DATA:
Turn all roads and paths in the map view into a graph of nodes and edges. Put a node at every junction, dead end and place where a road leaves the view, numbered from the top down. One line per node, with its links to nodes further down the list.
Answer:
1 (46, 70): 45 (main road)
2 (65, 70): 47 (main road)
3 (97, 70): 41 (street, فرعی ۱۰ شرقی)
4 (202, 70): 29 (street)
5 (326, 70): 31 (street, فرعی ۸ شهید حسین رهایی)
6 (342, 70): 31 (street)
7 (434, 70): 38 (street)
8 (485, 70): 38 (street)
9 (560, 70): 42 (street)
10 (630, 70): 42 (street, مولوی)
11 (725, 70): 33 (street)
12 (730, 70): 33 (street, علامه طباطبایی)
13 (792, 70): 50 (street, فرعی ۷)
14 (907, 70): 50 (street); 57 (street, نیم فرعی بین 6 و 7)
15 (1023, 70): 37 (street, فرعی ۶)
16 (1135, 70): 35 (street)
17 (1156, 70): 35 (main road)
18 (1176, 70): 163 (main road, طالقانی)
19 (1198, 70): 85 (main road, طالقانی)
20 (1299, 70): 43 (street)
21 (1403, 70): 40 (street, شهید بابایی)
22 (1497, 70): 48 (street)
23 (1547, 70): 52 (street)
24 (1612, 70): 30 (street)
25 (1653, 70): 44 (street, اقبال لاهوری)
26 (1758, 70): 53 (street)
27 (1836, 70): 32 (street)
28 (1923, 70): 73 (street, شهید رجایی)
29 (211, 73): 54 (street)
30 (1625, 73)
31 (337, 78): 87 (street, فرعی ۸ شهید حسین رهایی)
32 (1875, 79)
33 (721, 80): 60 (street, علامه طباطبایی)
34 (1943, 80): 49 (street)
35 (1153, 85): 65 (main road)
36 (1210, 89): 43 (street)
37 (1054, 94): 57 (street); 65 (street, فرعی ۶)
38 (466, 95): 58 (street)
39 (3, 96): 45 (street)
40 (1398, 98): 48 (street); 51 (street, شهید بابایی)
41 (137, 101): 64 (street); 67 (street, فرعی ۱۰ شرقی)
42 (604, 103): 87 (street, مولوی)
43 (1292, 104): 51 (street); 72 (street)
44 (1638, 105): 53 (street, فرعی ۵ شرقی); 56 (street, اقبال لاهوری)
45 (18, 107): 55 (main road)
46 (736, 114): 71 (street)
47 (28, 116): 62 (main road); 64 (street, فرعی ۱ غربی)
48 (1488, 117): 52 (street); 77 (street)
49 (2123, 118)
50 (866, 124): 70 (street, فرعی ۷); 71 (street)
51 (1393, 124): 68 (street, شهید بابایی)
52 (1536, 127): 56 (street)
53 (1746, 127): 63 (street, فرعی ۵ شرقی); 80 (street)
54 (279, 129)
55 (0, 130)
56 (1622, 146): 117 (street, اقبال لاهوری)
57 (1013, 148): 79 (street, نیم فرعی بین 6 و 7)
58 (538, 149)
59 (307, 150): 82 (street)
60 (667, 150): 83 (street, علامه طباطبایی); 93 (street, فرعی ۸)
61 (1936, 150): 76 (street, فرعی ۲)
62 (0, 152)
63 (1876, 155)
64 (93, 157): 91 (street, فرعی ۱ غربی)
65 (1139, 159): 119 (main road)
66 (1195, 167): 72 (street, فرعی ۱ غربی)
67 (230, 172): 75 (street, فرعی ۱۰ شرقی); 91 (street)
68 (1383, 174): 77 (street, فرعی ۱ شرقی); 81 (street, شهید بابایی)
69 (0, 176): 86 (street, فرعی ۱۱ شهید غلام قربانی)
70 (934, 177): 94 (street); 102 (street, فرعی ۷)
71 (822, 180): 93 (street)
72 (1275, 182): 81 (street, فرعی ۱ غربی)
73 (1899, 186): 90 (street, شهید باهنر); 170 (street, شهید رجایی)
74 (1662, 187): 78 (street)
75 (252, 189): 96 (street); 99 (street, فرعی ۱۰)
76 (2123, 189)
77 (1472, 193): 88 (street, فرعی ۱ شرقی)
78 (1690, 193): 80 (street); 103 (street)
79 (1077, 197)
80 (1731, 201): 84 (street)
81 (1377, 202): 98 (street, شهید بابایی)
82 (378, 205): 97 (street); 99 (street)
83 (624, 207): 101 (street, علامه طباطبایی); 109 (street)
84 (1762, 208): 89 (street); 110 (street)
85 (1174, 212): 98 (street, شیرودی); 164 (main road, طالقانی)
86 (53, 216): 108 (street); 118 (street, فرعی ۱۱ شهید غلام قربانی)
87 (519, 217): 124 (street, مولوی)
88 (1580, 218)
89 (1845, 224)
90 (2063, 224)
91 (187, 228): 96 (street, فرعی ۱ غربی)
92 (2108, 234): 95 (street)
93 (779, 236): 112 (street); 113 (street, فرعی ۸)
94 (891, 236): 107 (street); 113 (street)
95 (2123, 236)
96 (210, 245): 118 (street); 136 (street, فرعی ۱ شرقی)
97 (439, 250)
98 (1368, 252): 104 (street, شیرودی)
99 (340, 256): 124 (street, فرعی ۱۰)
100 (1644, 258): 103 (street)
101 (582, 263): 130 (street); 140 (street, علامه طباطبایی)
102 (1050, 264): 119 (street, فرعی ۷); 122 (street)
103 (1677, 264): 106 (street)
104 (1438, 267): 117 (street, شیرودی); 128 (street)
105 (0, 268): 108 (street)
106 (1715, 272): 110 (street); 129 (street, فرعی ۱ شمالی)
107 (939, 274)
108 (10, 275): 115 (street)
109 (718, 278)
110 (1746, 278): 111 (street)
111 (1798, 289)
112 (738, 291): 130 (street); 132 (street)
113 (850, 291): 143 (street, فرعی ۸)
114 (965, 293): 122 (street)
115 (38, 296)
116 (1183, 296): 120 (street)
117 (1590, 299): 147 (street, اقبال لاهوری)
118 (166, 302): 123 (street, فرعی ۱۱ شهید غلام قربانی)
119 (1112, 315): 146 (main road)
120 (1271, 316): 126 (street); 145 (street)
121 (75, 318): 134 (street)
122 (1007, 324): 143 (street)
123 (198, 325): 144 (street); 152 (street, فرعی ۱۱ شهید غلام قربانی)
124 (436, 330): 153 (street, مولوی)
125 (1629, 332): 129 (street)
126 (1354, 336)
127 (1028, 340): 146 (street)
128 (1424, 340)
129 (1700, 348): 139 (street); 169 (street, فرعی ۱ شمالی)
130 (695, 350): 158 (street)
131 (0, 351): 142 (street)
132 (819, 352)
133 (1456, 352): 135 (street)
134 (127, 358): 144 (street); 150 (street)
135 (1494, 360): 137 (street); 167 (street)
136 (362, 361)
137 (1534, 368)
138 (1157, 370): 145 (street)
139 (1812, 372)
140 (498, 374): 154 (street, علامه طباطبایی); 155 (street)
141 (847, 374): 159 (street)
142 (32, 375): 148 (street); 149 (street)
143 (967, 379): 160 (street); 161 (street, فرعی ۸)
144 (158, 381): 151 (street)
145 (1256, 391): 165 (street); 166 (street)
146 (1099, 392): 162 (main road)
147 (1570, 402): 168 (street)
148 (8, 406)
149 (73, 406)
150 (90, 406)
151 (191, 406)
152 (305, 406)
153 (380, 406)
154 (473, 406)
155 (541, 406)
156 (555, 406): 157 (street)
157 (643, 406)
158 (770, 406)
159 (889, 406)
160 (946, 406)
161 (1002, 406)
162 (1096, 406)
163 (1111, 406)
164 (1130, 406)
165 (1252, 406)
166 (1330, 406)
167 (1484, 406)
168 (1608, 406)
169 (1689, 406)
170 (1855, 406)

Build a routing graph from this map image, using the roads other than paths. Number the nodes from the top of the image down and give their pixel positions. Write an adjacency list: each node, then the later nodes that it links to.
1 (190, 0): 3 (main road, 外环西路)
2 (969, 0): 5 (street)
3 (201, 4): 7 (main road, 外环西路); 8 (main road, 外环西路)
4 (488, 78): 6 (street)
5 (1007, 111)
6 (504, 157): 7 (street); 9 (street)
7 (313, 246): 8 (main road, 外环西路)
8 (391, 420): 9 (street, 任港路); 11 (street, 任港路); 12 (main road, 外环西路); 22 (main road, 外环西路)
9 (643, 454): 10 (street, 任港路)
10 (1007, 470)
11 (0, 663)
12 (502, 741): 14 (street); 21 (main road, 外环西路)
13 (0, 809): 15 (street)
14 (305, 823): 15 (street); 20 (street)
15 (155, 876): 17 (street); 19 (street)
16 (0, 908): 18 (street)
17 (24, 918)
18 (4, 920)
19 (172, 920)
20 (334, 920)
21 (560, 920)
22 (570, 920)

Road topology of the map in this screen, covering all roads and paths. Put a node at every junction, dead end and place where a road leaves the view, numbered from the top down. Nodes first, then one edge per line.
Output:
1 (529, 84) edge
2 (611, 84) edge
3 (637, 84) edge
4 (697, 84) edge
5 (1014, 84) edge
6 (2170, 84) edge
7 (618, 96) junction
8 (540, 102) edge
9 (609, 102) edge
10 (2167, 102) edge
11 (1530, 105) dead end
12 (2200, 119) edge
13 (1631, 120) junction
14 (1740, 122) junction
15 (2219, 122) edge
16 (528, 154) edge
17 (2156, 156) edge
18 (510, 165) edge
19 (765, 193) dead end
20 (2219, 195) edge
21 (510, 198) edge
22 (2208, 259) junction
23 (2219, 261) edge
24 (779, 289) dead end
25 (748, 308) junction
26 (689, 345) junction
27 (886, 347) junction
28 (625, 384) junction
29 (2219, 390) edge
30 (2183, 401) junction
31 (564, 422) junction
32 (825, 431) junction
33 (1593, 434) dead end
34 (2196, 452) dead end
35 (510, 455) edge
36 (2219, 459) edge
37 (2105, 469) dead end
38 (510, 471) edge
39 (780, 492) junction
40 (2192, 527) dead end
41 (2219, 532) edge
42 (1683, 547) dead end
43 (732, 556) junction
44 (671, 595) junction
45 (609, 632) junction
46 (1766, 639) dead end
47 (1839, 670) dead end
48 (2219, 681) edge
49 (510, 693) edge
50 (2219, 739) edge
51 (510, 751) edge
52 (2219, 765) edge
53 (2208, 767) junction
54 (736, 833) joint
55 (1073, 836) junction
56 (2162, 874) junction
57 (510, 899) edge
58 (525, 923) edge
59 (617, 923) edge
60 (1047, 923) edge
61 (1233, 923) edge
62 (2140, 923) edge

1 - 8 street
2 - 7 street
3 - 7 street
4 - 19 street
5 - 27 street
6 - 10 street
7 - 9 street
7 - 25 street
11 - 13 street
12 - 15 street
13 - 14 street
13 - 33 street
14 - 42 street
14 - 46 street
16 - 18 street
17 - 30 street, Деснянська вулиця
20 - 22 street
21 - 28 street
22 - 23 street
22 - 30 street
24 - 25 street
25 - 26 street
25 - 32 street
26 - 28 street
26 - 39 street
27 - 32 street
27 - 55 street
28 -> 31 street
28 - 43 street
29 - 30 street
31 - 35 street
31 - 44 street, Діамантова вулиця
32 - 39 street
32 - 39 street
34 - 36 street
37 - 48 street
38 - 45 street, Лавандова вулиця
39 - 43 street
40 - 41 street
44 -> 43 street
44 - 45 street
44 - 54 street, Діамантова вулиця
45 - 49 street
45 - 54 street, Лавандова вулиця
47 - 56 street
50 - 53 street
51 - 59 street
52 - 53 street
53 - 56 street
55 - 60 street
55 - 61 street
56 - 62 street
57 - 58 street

WORK INSTRUCTION: Please copy out each line in the entries that mentions the string "every".

EXERCISE SOLUTION:
Turn all roads and paths in the map view into a graph of nodes and edges. Put a node at every junction, dead end and place where a road leaves the view, numbered from the top down. One line per node, with its links to nodes further down the list.
Road topology of the map in this screen, covering all roads and paths. Put a node at every junction, dead end and place where a road leaves the view, numbered from the top down. Nodes first, then one edge per line.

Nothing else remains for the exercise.